Identified mutations in this study were either missense which alters one amino acid resulting in the loss of proper function of protein or splice mutation which leads to defective protein. Up to date, more than 200 mutations in SLC26A4 gene have been identified. The majority of these mutations are missense, each of them affecting the different stages of transcription, translation, processing or protein function. Different studies have revealed that mutations associated with PS cause loss of transporting ability of protein while mutations associated with DFNB4 affect the protein function (such as reducing protein function) (29, 30).

According to the studies carried out in different populations worldwide as well as Iran, SLC26A4 ranked as the second cause of ARNHL. Despite extensive studies on DFNB4 locus and SLC26A4 gene, still there are so many ambiguities about different mutations in this gene and their frequency in Iran that may be due to Iranian different ethnicities, allelic heterogeneousity and the large size of the gene. Therefore, these studies help in further understanding of this gene for clinical decision making and counseling of members of affected families.

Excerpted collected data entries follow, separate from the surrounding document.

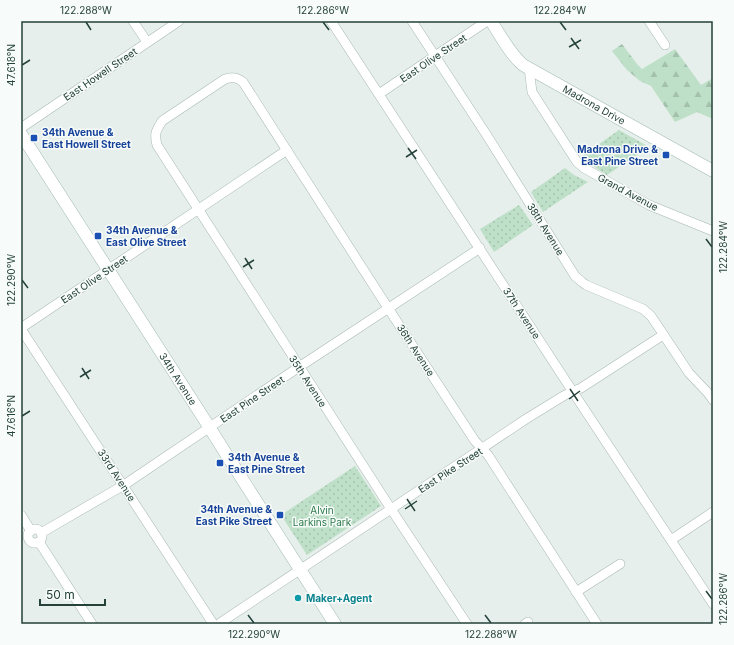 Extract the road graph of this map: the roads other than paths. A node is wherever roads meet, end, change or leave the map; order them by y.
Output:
1 (133, 21) edge
2 (179, 21) edge
3 (331, 21) edge
4 (412, 21) edge
5 (487, 21) edge
6 (491, 21) edge
7 (649, 21) edge
8 (147, 42) junction
9 (665, 45) dead end
10 (435, 56) junction
11 (529, 68) junction
12 (235, 77) joint
13 (379, 94) junction
14 (21, 128) edge
15 (21, 134) edge
16 (287, 150) junction
17 (713, 171) edge
18 (199, 210) junction
19 (713, 231) edge
20 (480, 248) junction
21 (108, 270) junction
22 (388, 308) junction
23 (21, 329) edge
24 (663, 335) junction
25 (299, 367) junction
26 (573, 392) junction
27 (711, 396) edge
28 (210, 427) junction
29 (482, 448) junction
30 (124, 485) junction
31 (391, 509) junction
32 (713, 512) edge
33 (21, 515) edge
34 (31, 531) junction
35 (41, 533) junction
36 (671, 540) junction
37 (34, 541) junction
38 (21, 546) edge
39 (620, 564) dead end
40 (300, 570) junction
41 (576, 592) junction
42 (713, 604) edge
43 (216, 623) edge
44 (92, 624) edge
45 (335, 624) edge
46 (467, 624) edge
47 (597, 624) edge

1 - 8 street
2 - 8 street, East Howell Street
3 - 13 street, 37th Avenue
4 - 10 street, 38th Avenue
5 - 10 street, East Olive Street
6 - 11 street, Madrona Drive
7 - 9 street
8 - 14 street, East Howell Street
10 - 13 street, East Olive Street
10 - 24 street, 38th Avenue
11 - 17 street, Madrona Drive
11 - 19 street, Grand Avenue
12 - 16 street, 36th Avenue
12 - 18 street, 35th Avenue
13 - 20 street, 37th Avenue
15 - 21 street, 34th Avenue
16 - 18 street, East Olive Street
16 - 22 street, 36th Avenue
18 - 21 street, East Olive Street
18 - 25 street, 35th Avenue
20 - 22 street, East Pine Street
20 - 26 street, 37th Avenue
21 - 23 street, East Olive Street
21 - 28 street, 34th Avenue
22 - 25 street, East Pine Street
22 - 29 street, 36th Avenue
23 - 30 street, 33rd Avenue
24 - 26 street, East Pike Street
24 - 27 street, 38th Avenue
25 - 28 street, East Pine Street
25 - 31 street, 35th Avenue
26 - 29 street, East Pike Street
26 - 36 street, 37th Avenue
28 - 30 street, East Pine Street
28 - 40 street, 34th Avenue
29 - 31 street, East Pike Street
29 - 41 street, 36th Avenue
30 - 35 street, East Pine Street
30 - 43 street, 33rd Avenue
31 - 40 street, East Pike Street
31 - 46 street, 35th Avenue
32 - 36 street
33 - 34 street
34 - 35 street
34 - 37 street
35 - 37 street
36 - 42 street, 37th Avenue
37 - 38 street
37 - 44 street
39 - 41 street
40 - 43 street, East Pike Street
40 - 45 street, 34th Avenue
41 - 47 street, 36th Avenue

Our present investigation illustrates that in 7% of studied families, HL was associated with SLC26A4 gene. However, the cause of HL in the remaining 93% families is still unknown and more extensive studies may be necessary. Correspond-ingly, in order to gain more information on the exact molecular bases of HL, further studies on the different populations and other loci for the same populations have to be performed.

Acknowledgements

We take this opportunity to express our special gratitude to all the staff members of the National Institute of Genetic Engineering and Biotechnology as well as Shahrekord Medical University. Also, we would like to sincerely thank our dear participants and their families for their cooperation in this research. This study is based on the PhD dissertation of Somayeh Reiisi.

Conflict of interest

The authors declared no Conflict of interests.